(CN) - A man who killed his pregnant girlfriend while driving drunk was properly convicted of two counts of manslaughter, the Missouri Court of Appeals ruled.
John William Harrison was speeding in his pickup truck with his girlfriend when the truck left the road, rolled down an embankment and landed upside-down in a ravine.
The woman was pronounced dead at the scene. Harrison's blood-alcohol content exceeded the legal limit, and he was convicted of two manslaughter charges.
Harrison challenged his Laclede County conviction in the death of the unborn child, claiming the state did not prove the woman was pregnant. An obstetrician testified at trial that the girlfriend visited him 10 days before the accident and that she had been at least six weeks pregnant then.

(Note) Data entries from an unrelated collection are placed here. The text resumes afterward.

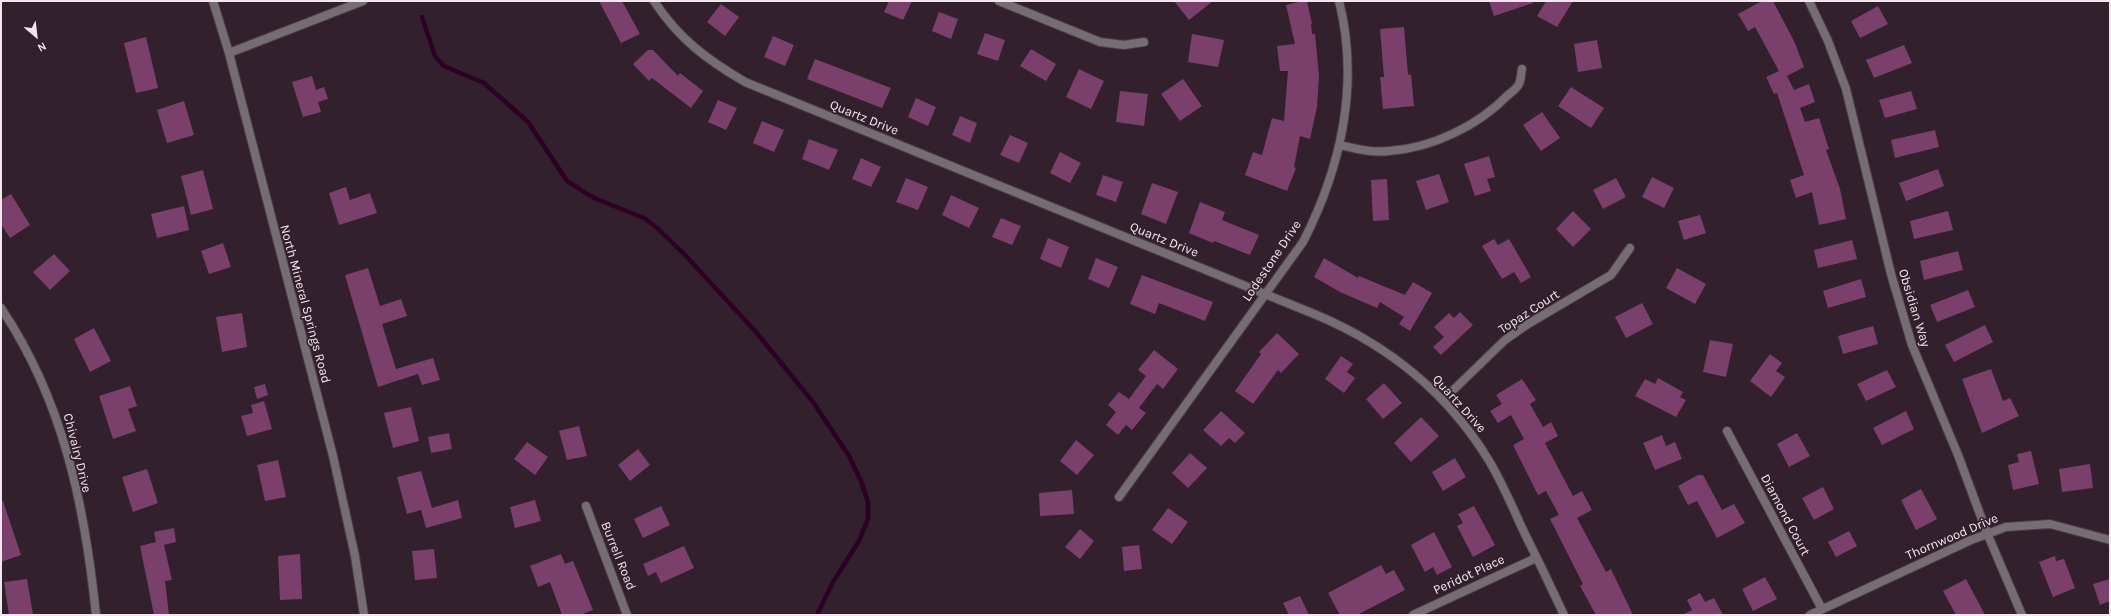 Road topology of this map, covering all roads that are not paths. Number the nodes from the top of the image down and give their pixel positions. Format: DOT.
graph roads {
  1 [pos="214,1"];
  2 [pos="363,1"];
  3 [pos="654,1"];
  4 [pos="999,1"];
  5 [pos="1339,1"];
  6 [pos="1808,1"];
  7 [pos="1144,42"];
  8 [pos="228,52"];
  9 [pos="1522,69"];
  10 [pos="1340,145"];
  11 [pos="1630,248"];
  12 [pos="1265,294"];
  13 [pos="1,308"];
  14 [pos="1442,400"];
  15 [pos="1727,431"];
  16 [pos="1119,497"];
  17 [pos="586,506"];
  18 [pos="1987,533"];
  19 [pos="2110,540"];
  20 [pos="1536,558"];
  21 [pos="1822,609"];
  22 [pos="96,615"];
  23 [pos="364,615"];
  24 [pos="627,615"];
  25 [pos="1413,615"];
  26 [pos="1564,615"];
  27 [pos="1810,615"];
  28 [pos="2022,615"];
  1 -- 8 [label="street, North Mineral Springs Road"];
  2 -- 8 [label="street"];
  3 -- 12 [label="street, Quartz Drive"];
  4 -- 7 [label="street"];
  5 -- 10 [label="street, Lodestone Drive"];
  6 -- 18 [label="street, Obsidian Way"];
  8 -- 23 [label="street, North Mineral Springs Road"];
  9 -- 10 [label="street"];
  10 -- 12 [label="street, Lodestone Drive"];
  11 -- 14 [label="street, Topaz Court"];
  12 -- 14 [label="street, Quartz Drive"];
  12 -- 16 [label="street, Lodestone Drive"];
  13 -- 22 [label="street, Chivalry Drive"];
  14 -- 20 [label="street, Quartz Drive"];
  15 -- 21 [label="street, Diamond Court"];
  17 -- 24 [label="street, Burrell Road"];
  18 -- 19 [label="street, Thornwood Drive"];
  18 -- 21 [label="street, Thornwood Drive"];
  18 -- 28 [label="street, Obsidian Way"];
  20 -- 25 [label="street, Peridot Place"];
  20 -- 26 [label="street, Quartz Drive"];
  21 -- 27 [label="street, Thornwood Drive"];
} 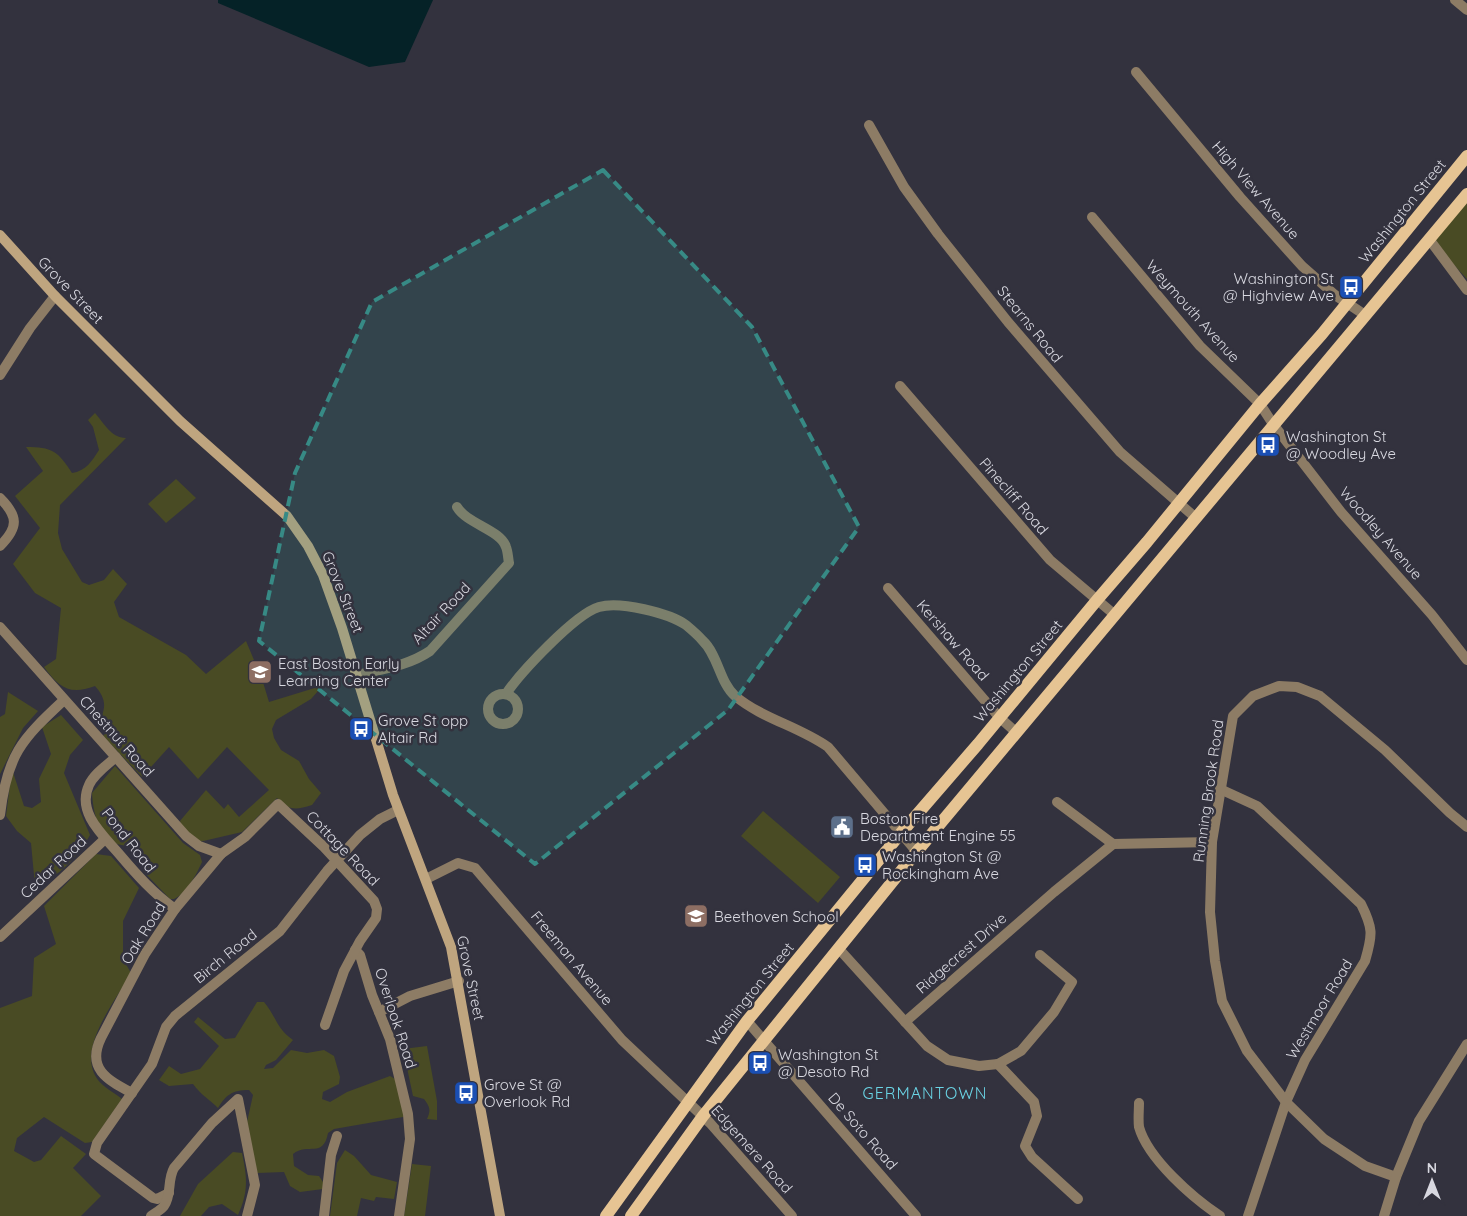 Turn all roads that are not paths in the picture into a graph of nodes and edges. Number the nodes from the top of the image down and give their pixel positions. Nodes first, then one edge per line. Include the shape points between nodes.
1 (1455, 0) edge
2 (1467, 10) edge
3 (1136, 72) dead end
4 (869, 125) dead end
5 (1467, 156) edge
6 (1467, 194) edge
7 (1092, 217) dead end
8 (0, 235) edge
9 (1429, 239) junction
10 (1467, 290) edge
11 (55, 296) junction
12 (1348, 303) junction
13 (1365, 315) junction
14 (0, 375) edge
15 (900, 386) dead end
16 (1260, 404) junction
17 (1273, 424) junction
18 (0, 498) edge
19 (1178, 502) junction
20 (457, 508) dead end
21 (1196, 518) junction
22 (0, 546) edge
23 (888, 588) dead end
24 (1097, 600) junction
25 (1115, 615) junction
26 (0, 627) edge
27 (1467, 660) edge
28 (356, 675) junction
29 (506, 694) dead end
30 (64, 700) junction
31 (999, 717) junction
32 (1017, 732) junction
33 (116, 757) junction
34 (1220, 789) junction
35 (1057, 802) dead end
36 (278, 804) joint
37 (398, 810) junction
38 (0, 815) edge
39 (1467, 827) edge
40 (901, 833) junction
41 (105, 839) junction
42 (1212, 842) junction
43 (1113, 844) junction
44 (916, 852) junction
45 (221, 854) junction
46 (336, 860) junction
47 (426, 879) junction
48 (175, 909) junction
49 (0, 937) edge
50 (839, 949) junction
51 (355, 950) junction
52 (1040, 954) dead end
53 (459, 980) junction
54 (379, 1012) junction
55 (746, 1022) junction
56 (905, 1022) junction
57 (325, 1024) dead end
58 (764, 1042) junction
59 (1467, 1044) edge
60 (998, 1064) junction
61 (132, 1093) junction
62 (688, 1102) junction
63 (1286, 1102) junction
64 (1139, 1103) dead end
65 (703, 1116) junction
66 (337, 1136) dead end
67 (1396, 1176) junction
68 (169, 1193) junction
69 (1078, 1200) dead end
70 (164, 1211) edge
71 (151, 1216) edge
72 (247, 1216) edge
73 (324, 1216) edge
74 (398, 1216) edge
75 (500, 1216) edge
76 (606, 1216) edge
77 (631, 1216) edge
78 (792, 1216) edge
79 (916, 1216) edge
80 (1220, 1216) edge
81 (1248, 1216) edge
82 (1384, 1216) edge

1 - 2 street
3 - 12 street, High View Avenue via 1302,266
4 - 19 street, Stearns Road via 904,187 1008,322 1120,452
5 - 12 main road, Washington Street
6 - 9 main road
7 - 16 street, Weymouth Avenue via 1200,346
8 - 11 main road, Grove Street
9 - 10 street
9 - 13 main road
11 - 14 street
11 - 28 main road, Grove Street via 180,422 287,516 323,575
12 - 13 street, High View Avenue
12 - 16 main road, Washington Street
13 - 17 main road
15 - 24 street, Pinecliff Road via 1050,560
16 - 17 street, Weymouth Avenue
16 - 19 main road, Washington Street
17 - 21 main road
17 - 27 street, Woodley Avenue via 1341,512 1432,615
18 - 22 street via 12,509 14,517 12,532
19 - 21 street, Stearns Road
19 - 24 main road, Washington Street
20 - 28 street, Altair Road via 466,518 502,540 509,563 430,651 403,665
21 - 25 main road
23 - 31 street, Kershaw Road
24 - 25 street, Pinecliff Road
24 - 31 main road, Washington Street
25 - 32 main road
26 - 30 street, Chestnut Road
28 - 37 main road, Grove Street
29 - 40 street via 516,679 574,623 598,607 616,605 649,611 685,624 706,642 733,694 758,713 812,736 828,747
30 - 33 street, Chestnut Road
30 - 38 street via 28,734 16,751 5,783
31 - 32 street, Kershaw Road
31 - 40 main road, Washington Street
32 - 44 main road
33 - 41 street, Pond Road via 93,778 87,791 88,813
33 - 45 street, Chestnut Road via 186,836 199,846
34 - 39 street, Running Brook Road via 1233,716 1253,696 1279,686 1298,687 1320,696 1371,738
34 - 42 street, Running Brook Road
34 - 63 street, Westmoor Road via 1256,806 1361,904 1371,924 1365,961 1305,1060
35 - 43 street
36 - 45 street, Oak Road via 246,837
36 - 46 street, Cottage Road
37 - 46 street, Birch Road via 366,828
37 - 47 main road, Grove Street
40 - 44 street
40 - 55 main road, Washington Street
41 - 48 street, Pond Road via 137,876
41 - 49 street, Cedar Road
42 - 43 street
42 - 63 street, Running Brook Road via 1210,912 1214,962 1222,1001 1248,1051
43 - 56 street, Ridgecrest Drive
44 - 50 main road
45 - 48 street, Oak Road
46 - 51 street, Cottage Road via 374,901 377,909 376,918
46 - 61 street, Birch Road via 280,931 166,1027 152,1064
47 - 53 main road, Grove Street via 447,935
47 - 62 street, Freeman Avenue via 458,863 475,868 622,1040
48 - 61 street, Oak Road via 140,963 96,1049 98,1067 106,1078
50 - 56 street
50 - 58 main road
51 - 54 street, Overlook Road via 360,954
51 - 57 street, Cottage Road
52 - 60 street via 1072,982 1054,1012 1021,1051
53 - 54 street via 410,996
53 - 75 main road, Grove Street
54 - 74 street, Overlook Road via 390,1040 410,1132
55 - 58 street, De Soto Road
55 - 62 main road, Washington Street
56 - 60 street via 927,1046 948,1060 979,1066
58 - 65 main road
58 - 79 street, De Soto Road
59 - 67 street via 1419,1122
60 - 69 street via 1034,1102 1037,1116 1025,1146 1032,1157
61 - 68 street, Birch Road via 95,1146 94,1154 144,1193 157,1199
62 - 65 street, Edgemere Road
62 - 76 main road, Washington Street
63 - 67 street, Running Brook Road via 1324,1139 1365,1166
63 - 81 street, Westmoor Road
64 - 80 street via 1139,1127 1154,1152 1182,1188
65 - 77 main road
65 - 78 street, Edgemere Road
66 - 73 street via 331,1155
67 - 82 street
68 - 70 street
68 - 72 street via 174,1168 212,1123 238,1099 254,1178 254,1192
70 - 71 street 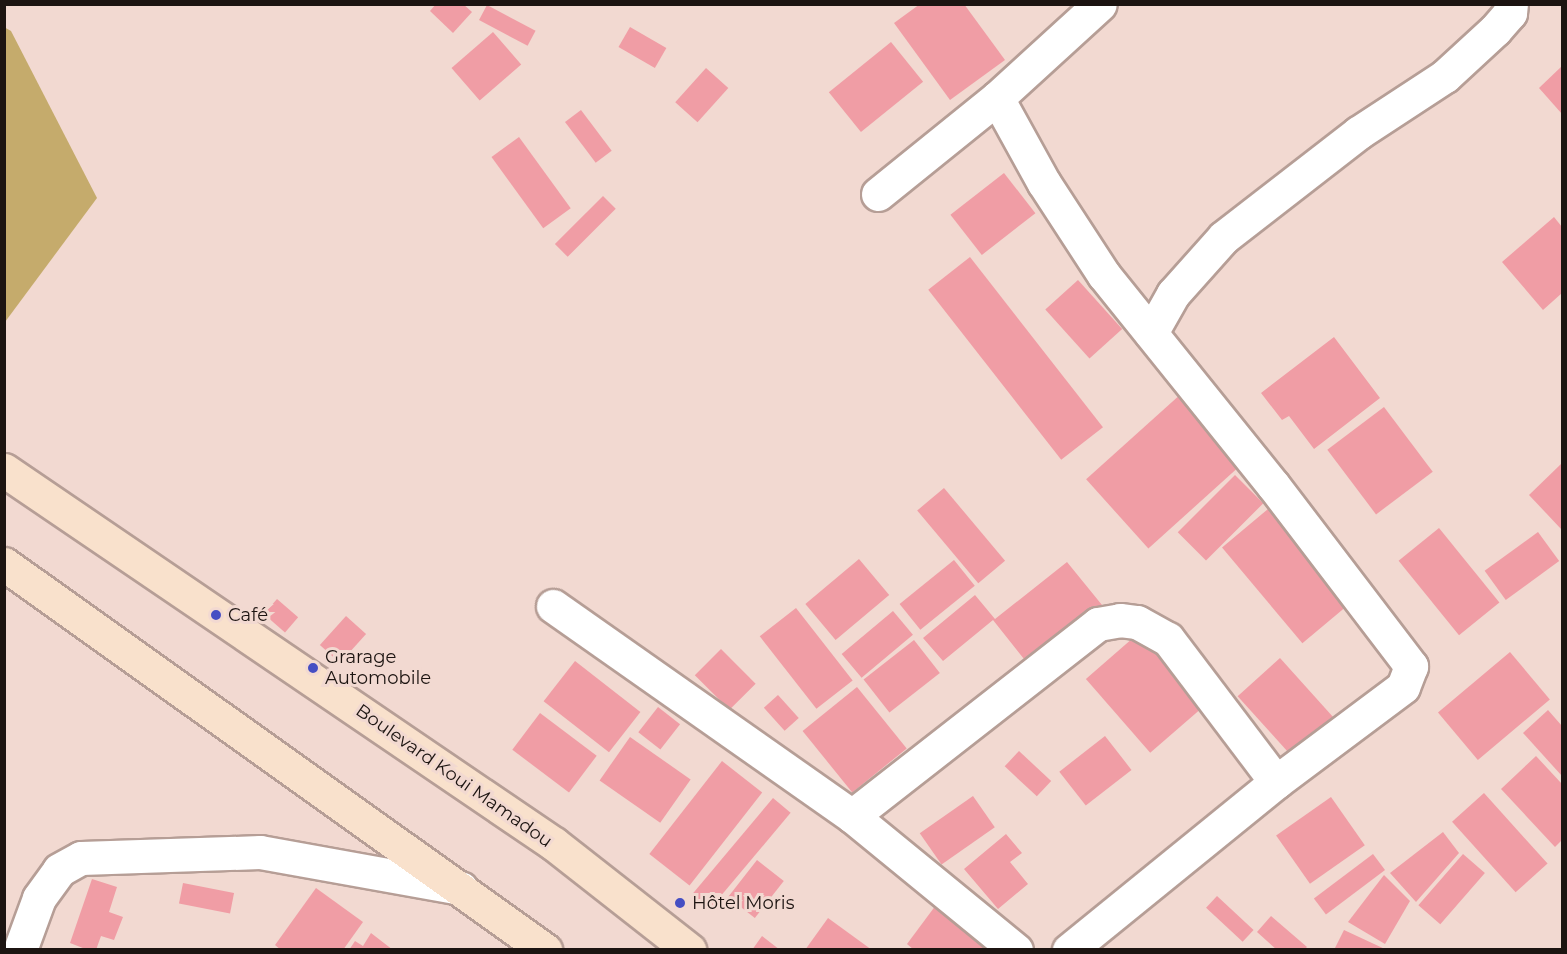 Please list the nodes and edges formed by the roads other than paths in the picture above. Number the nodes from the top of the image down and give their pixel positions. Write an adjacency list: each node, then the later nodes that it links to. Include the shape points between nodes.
1 (1100, 4): 3 (street)
2 (1511, 4): 5 (street, via 1510,13 1495,30 1445,76 1358,133 1224,237 1173,294)
3 (997, 98): 4 (street); 5 (street, via 1050,193 1104,276)
4 (878, 194)
5 (1151, 333): 9 (street, via 1411,666 1403,687)
6 (4, 470): 14 (main road, Boulevard Koui Mamadou, via 554,844)
7 (4, 564): 11 (main road)
8 (553, 606): 10 (street)
9 (1276, 782): 10 (street, via 1168,639 1137,622 1120,620 1098,624); 16 (street)
10 (852, 816): 15 (street)
11 (461, 888): 12 (street, via 260,852 81,858 59,870 39,898); 13 (main road)
12 (20, 950)
13 (545, 950)
14 (689, 950)
15 (1016, 950)
16 (1069, 950) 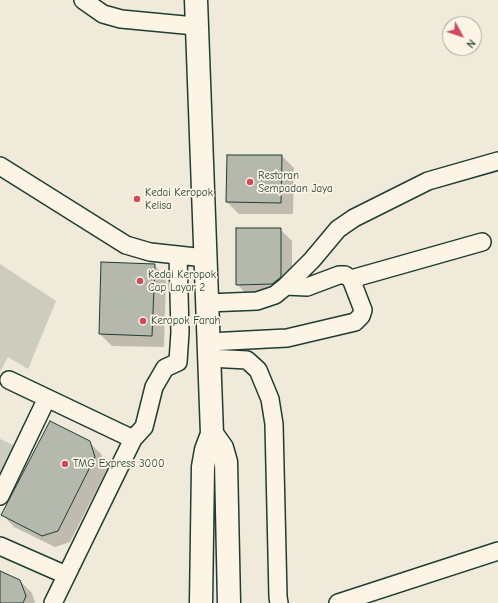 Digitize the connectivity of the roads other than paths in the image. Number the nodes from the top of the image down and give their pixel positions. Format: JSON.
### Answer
{"nodes":[{"id":1,"x":83,"y":0,"type":"edge"},
{"id":2,"x":196,"y":0,"type":"edge"},
{"id":3,"x":195,"y":26,"type":"junction"},
{"id":4,"x":498,"y":161,"type":"edge"},
{"id":5,"x":0,"y":166,"type":"edge"},
{"id":6,"x":482,"y":242,"type":"dead end"},
{"id":7,"x":178,"y":256,"type":"junction"},
{"id":8,"x":205,"y":258,"type":"junction"},
{"id":9,"x":351,"y":279,"type":"junction"},
{"id":10,"x":286,"y":286,"type":"junction"},
{"id":11,"x":207,"y":303,"type":"junction"},
{"id":12,"x":209,"y":350,"type":"junction"},
{"id":13,"x":9,"y":380,"type":"dead end"},
{"id":14,"x":47,"y":398,"type":"junction"},
{"id":15,"x":212,"y":434,"type":"junction"},
{"id":16,"x":134,"y":439,"type":"junction"},
{"id":17,"x":0,"y":496,"type":"edge"},
{"id":18,"x":0,"y":546,"type":"edge"},
{"id":19,"x":498,"y":551,"type":"edge"},
{"id":20,"x":66,"y":575,"type":"junction"},
{"id":21,"x":53,"y":603,"type":"edge"},
{"id":22,"x":201,"y":603,"type":"edge"},
{"id":23,"x":228,"y":603,"type":"edge"},
{"id":24,"x":279,"y":603,"type":"edge"},
{"id":25,"x":338,"y":603,"type":"edge"}],
"edges":[{"from":1,"to":3,"type":"street"},
{"from":2,"to":3,"type":"highway"},
{"from":3,"to":8,"type":"highway"},
{"from":4,"to":10,"type":"street"},
{"from":5,"to":7,"type":"street"},
{"from":6,"to":9,"type":"street"},
{"from":7,"to":8,"type":"street"},
{"from":7,"to":16,"type":"street"},
{"from":8,"to":11,"type":"highway"},
{"from":9,"to":10,"type":"street"},
{"from":9,"to":12,"type":"street"},
{"from":10,"to":11,"type":"street"},
{"from":11,"to":12,"type":"highway"},
{"from":12,"to":15,"type":"highway"},
{"from":12,"to":24,"type":"street"},
{"from":13,"to":14,"type":"street"},
{"from":14,"to":16,"type":"street"},
{"from":14,"to":17,"type":"street"},
{"from":15,"to":22,"type":"highway"},
{"from":15,"to":23,"type":"highway"},
{"from":16,"to":20,"type":"street"},
{"from":18,"to":20,"type":"street"},
{"from":19,"to":25,"type":"street"},
{"from":20,"to":21,"type":"street"}]}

The three-judge panel of the Missouri Court of Appeals affirmed Harrison's conviction last month, saying it was reasonable to "infer that she was still pregnant 10 days later."
Harrison also failed to show that the child's respiration could not have stopped when it never started under Uniform Definition of Death Act.
Missouri law declares that "human life begins at conception, and that unborn children, from conception until birth, have protectable interests in life, health and well-being," Judge Daniel Scott wrote for the panel.
The Legislature also amended the law to provide that an unborn child could be considered a victim of involuntary manslaughter, Scott noted.